Thursday, March 31, 2011

Whose a Liberal Outlet? You're a Liberal Outlet

Just in case you were wondering if Yahoo! News was a liberal news organization take a look at these headlines from this AM

Headline #1
OK, where to get started with this one. Let’s take a look at “target”.  Isn’t this word inflammatory and will cause people to go on a shooting spree? How many times did the liberal press point out that Sarah Palin’s target map was the root of all evil? I guess it is OK for Yahoo! News to use the word target and use it a way that makes it seem like being aimed at.

Now we’ll look at “antiabortion”. When you are a liberal and want to make the pro-life folks look a little less human, you use the term antiabortion. Throw antiabortion with the word crowd and you have unruly mob or “group with nefarious intent”.


The article itself is not very well balanced, unless of course, you are a liberal. It is written by Michelle Goldberg who wrote the book “Kingdom Coming: The Rise of Christian Nationalism”, and has written for Glamour, Rolling Stone, The Guardian (UK) and other liberal news outlets.
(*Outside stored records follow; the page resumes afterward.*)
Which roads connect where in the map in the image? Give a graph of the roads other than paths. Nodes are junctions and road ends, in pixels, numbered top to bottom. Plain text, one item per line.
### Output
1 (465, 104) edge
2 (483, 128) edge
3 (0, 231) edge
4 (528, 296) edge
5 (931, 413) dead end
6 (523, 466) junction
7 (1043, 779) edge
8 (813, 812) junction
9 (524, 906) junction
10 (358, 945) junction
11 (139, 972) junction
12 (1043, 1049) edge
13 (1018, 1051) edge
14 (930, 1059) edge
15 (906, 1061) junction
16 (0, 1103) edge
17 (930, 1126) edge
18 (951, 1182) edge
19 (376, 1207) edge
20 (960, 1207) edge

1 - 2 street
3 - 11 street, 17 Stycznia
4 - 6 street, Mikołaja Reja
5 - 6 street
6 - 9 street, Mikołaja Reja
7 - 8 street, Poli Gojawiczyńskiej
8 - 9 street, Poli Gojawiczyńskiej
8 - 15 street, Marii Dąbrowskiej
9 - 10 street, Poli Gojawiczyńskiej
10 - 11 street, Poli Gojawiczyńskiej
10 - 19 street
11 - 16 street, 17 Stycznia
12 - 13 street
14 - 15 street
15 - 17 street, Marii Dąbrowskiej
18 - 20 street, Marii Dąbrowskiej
Here are a couple of excerpts from the article:

The antiabortion movement has been trying to reach out to African Americans for a long time by tarring modern family planning with the shameful legacy of eugenics.
[snip]
The Christian right, after all, is rooted in a backlash against the civil-rights movement—Jerry Falwell, for one, used to preach that the end of segregation would lead to the destruction of the white race.  And the modern GOP, which anathematizes our president as a thuggish Kenyan socialist, doesn’t have a lot of credibility when it professes to worry about the future of black leadership.  That’s why front groups are necessary.

First of all, not all of us in the GOP believe Obama was born in Kenya.  In fact, it is a rather small group within the conservative movement.  To tar the whole GOP with the label “birther” is just plain wrong. When you write things like that, no wonder the black population, who are socially conservative (as the writer points out), shuns the GOP.

I’ll give credit where it is due. Goldberg does mention that the origins of Planned Parenthood are rooted in Margaret Sanger’s eugenics plans.  But then she goes on to mention Jerry Falwell and his preaching from years ago.  Why doesn’t she say this was part of the Christian right’s shameful legacy?  I have been a conservative for a VERY long time and I really don’t recall the folks I hung out with as being against black people. But if the writer wants to bring up civil rights, I should remind her that it was the democrat party that opposed the original legislation way back when.

The second excerpt:

There is no reason to think that Follett, Huckabee, and Palin are anything but sincere in their opposition to abortion.  Whether they’re sincere in their deep concern for African Americans and their fears for the loss of the next Obama is another question entirely.

This is just pitiful. No other way to describe it. Someone has to show some concerns for the rate of abortions in the black community.  After all, in 2008, 30 percent of the 1.21 million abortions performed in the US were on non-Hispanic black women, according to the Guttmacher Institute. During the same year, the US Census Bureau reported 13.5 percent of the US population was black. (Source: Baptist Press). The liberals certainly don’t seem to be concerned with the rate of abortions in the black community.

Headline #2

While the article itself has some merit, and I am a Palin supporter, just that fact this is news worthy points out why Palin is concerned about the press.  The article makes its own case why Palin takes issue with the way the press covers her. There was no balance what-so-ever. No mention was made the way the liberal media attacked her after the Tucson shootings, no mention was made that several reporters tried to convince us that Palin’s youngest child was actually the child of her oldest daughter, Bristol.  Then they go on to further attack Palin and here supporters with this:

At Salon, Alex Pareene say the episode offers a nice lesson in modern press relations.  “Palin made the (Daily) Caller jump through a ridiculous hoop to even obtain her self serving statement, which it used to provide balance to what had been printed elsewhere as a negative, anti Palin-story, and its reward for jumping through that hoop was that she declared war.  She is a very classy individual.”  On the other hand, Pareene jokes, “Her complaint does have some merit.  If Sarah Palin is too stupid to click on the button that sends you to the second page of an article, she can’t possibly expect her admirers to figure it out.”

I sure hope the liberal press does not question why there is so much animosity in this country.  But just in case they are scratching their heads and saying to themselves “I can’t understand why the conservative movement hates me some much. After all, I am smarter then they are. They should like me for that reason only”, the last line should be a primer at all journalism schools.  When you call millions of people stupid, you are going to create rift.  There liberal press, see how easy that was.